1- O currículo é demasiadamente rígido. Muitas cadeiras que são obrigatórias poderiam muito bem ser eletivas (tais como Economia Agrícola, Política e Planejamento Econômico), o que melhoraria inclusive a qualidade do ensino dessas aulas, já que apenas os alunos realmente interessados no conteúdo iriam se matricular.

2- As cadeiras introdutórias, dos 3 primeiros semestres, também podiam ser flexibilizadas. Antes de ter uma base quantitativa suficiente para enfrentar a teoria Microeconômica e a Contabilidade Social, os alunos deveriam ter opções de disciplinas para cursar no início do curso. Ser forçado a fazer Introdução a Administração, Instituições de Direito e Metodologia da Ciência, não dá para agüentar mais.

3- As sugestões dadas por diferentes alunos a respeito de melhorias no atual currículo do curso refletem, em primeiro lugar, os seus objetivos particulares no futuro profissional (isso não é uma crítica, é uma constatação). Quem quer fazer mestrado, geralmente acha melhor que o curso de economia se resumisse a uma cadeira de matemática, outra de estatística, outra de teoria micro e outra de teoria macro por semestre. Contudo, um currículo desses seria estupidamente acadêmico, sem qualquer viés profissionalizante, e desfavorável àqueles que não podem / não querem fazer pós-graduação imediatamente após o término do curso. Por outro lado, ter um curso de "Economia Empresarial", voltado apenas para o lado prático da economia deixaria os alunos longe do mundo acadêmico e das perspectivas de fazer mestrado, pois não haveria espaço para a carga teórica exigida pelo exame da ANPEC.

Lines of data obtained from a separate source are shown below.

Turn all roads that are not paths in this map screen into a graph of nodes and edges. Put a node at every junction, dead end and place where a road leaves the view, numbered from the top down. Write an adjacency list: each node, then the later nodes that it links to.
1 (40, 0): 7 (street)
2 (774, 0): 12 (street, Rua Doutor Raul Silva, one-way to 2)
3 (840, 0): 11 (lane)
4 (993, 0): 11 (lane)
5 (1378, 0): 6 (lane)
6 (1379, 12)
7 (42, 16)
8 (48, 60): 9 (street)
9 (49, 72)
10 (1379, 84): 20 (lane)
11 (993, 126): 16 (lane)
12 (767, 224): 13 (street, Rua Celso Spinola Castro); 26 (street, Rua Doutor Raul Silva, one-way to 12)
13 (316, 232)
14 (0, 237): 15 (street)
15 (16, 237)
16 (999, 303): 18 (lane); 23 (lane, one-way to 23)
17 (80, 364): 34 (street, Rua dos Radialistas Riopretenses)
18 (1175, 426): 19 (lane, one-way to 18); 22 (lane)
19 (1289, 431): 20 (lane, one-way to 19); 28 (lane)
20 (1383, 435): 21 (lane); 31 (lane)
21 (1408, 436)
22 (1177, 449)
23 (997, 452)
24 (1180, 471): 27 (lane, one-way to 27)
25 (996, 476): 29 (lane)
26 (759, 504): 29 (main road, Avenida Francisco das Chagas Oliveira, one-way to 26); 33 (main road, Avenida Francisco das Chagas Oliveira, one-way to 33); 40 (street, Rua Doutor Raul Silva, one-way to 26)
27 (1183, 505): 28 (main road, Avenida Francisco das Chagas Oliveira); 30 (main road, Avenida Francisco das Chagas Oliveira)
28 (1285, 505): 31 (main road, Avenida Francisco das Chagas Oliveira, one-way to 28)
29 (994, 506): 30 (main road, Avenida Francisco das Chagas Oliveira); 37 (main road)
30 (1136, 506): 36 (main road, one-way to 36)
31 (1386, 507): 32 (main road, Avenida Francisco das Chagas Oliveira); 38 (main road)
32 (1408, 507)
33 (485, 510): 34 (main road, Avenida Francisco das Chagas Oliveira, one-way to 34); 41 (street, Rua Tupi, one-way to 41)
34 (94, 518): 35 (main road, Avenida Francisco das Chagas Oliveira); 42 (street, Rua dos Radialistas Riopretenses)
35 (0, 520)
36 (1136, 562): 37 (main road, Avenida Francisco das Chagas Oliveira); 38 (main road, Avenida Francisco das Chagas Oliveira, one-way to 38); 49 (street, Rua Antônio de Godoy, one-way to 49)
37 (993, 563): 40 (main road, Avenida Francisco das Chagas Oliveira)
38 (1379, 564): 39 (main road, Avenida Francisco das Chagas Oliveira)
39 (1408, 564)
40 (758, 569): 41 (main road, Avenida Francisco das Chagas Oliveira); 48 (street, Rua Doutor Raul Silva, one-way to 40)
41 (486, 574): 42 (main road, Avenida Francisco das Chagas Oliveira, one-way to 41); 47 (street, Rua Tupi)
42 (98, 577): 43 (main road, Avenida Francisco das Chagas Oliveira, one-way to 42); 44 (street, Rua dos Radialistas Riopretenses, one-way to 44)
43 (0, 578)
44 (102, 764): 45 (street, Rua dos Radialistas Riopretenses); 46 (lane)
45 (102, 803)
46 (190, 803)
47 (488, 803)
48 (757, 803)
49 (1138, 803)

Portanto, a melhor solução encontrada para a compatibilização do currículo do curso de Ciências Econômicas da UFRGS com os interesses dos alunos seria a divisão do curso em ênfases. Nesse caso, fariam parte do currículo básico, comum para todas as ênfases escolhidas pelos estudantes, as cadeiras de base quantitativa (matemática, estatística e econometria), base teórica fundamental (introdução à economia, introdução à contabilidade e contabilidade social), Teoria Microeconômica, Teoria Macroeconômica, Economia Internacional e Economia Brasileira.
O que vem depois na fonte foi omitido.